- [Recorded information]:
################

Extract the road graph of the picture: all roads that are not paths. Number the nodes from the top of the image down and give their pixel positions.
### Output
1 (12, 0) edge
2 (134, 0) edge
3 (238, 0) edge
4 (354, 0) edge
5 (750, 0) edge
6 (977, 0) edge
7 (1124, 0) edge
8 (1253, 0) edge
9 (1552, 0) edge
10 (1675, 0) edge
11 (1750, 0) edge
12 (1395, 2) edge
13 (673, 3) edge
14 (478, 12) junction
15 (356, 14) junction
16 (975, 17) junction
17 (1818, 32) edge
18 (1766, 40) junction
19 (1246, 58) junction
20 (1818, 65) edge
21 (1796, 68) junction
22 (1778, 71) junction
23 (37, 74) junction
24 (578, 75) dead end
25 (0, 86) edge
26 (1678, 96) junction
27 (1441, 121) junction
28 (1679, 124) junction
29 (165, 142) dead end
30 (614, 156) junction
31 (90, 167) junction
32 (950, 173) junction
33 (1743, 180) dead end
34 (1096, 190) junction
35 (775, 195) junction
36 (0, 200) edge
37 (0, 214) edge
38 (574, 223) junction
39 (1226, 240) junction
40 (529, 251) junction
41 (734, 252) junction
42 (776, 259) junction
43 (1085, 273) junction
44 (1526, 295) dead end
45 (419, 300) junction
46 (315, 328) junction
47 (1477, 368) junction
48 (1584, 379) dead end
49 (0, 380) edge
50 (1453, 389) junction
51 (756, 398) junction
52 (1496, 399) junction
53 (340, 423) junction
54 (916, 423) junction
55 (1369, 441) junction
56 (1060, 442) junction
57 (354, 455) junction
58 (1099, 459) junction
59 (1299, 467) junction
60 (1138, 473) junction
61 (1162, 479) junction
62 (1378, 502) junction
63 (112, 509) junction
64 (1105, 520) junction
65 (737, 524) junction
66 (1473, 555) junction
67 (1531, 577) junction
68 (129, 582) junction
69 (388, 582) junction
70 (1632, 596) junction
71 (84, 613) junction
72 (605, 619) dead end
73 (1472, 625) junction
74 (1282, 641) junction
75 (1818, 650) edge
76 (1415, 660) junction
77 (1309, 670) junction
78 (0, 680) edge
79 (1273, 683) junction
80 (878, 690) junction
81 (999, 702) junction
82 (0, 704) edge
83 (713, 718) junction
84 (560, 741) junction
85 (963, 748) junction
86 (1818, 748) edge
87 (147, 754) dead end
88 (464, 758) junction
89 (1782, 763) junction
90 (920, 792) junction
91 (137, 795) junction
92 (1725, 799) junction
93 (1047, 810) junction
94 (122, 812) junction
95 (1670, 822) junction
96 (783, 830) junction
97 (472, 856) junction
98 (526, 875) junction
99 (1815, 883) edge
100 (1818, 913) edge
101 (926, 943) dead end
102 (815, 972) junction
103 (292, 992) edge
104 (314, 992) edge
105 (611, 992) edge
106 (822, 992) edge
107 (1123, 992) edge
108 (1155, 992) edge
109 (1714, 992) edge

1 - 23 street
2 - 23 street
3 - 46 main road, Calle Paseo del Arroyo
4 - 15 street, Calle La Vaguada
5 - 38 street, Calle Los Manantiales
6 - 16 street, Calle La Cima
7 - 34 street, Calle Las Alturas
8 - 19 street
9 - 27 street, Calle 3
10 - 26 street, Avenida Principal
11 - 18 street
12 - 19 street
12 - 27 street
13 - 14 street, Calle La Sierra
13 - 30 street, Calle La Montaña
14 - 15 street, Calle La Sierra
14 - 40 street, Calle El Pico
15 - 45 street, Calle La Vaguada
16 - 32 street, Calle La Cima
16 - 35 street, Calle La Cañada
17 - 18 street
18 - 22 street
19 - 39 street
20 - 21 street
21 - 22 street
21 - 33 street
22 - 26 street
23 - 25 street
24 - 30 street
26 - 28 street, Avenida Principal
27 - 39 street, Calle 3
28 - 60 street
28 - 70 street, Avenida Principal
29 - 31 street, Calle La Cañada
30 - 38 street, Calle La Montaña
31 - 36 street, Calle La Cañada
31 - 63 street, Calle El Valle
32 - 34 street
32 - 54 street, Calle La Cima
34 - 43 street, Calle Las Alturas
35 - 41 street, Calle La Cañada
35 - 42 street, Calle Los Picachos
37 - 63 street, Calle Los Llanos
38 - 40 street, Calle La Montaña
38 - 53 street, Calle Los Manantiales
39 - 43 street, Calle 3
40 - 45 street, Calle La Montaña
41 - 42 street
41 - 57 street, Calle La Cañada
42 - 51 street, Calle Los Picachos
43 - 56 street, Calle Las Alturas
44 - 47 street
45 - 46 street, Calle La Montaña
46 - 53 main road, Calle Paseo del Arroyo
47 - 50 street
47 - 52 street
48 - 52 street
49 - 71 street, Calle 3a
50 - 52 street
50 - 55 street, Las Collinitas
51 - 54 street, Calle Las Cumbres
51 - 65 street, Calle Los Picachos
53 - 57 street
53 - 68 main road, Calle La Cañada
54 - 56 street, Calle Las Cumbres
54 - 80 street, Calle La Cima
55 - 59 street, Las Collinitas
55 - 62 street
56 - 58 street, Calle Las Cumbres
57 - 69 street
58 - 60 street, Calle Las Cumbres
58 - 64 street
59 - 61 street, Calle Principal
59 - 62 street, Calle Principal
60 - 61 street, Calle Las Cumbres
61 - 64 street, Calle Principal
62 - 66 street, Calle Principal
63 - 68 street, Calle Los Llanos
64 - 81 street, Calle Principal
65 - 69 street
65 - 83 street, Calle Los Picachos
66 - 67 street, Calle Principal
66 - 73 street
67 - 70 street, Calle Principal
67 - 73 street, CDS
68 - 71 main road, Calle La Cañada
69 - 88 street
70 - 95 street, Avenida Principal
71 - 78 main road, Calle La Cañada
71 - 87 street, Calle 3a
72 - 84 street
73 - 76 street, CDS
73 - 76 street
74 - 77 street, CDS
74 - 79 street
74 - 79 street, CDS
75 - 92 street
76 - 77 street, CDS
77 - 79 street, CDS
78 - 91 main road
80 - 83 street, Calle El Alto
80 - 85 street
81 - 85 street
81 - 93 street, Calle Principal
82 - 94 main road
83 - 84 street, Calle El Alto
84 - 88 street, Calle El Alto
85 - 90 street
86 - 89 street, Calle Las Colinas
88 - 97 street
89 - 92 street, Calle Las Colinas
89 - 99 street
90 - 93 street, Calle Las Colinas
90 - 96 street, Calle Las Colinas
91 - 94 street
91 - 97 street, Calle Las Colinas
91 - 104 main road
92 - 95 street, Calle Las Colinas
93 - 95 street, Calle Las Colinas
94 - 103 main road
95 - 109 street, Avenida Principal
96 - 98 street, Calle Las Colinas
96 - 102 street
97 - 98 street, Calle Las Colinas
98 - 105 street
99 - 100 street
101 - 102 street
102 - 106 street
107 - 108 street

################

- [Work instruction]:
What lines in the listing contain "Cañada"? Copy them all.

- [Task result]:
16 - 35 street, Calle La Cañada
29 - 31 street, Calle La Cañada
31 - 36 street, Calle La Cañada
35 - 41 street, Calle La Cañada
41 - 57 street, Calle La Cañada
53 - 68 main road, Calle La Cañada
68 - 71 main road, Calle La Cañada
71 - 78 main road, Calle La Cañada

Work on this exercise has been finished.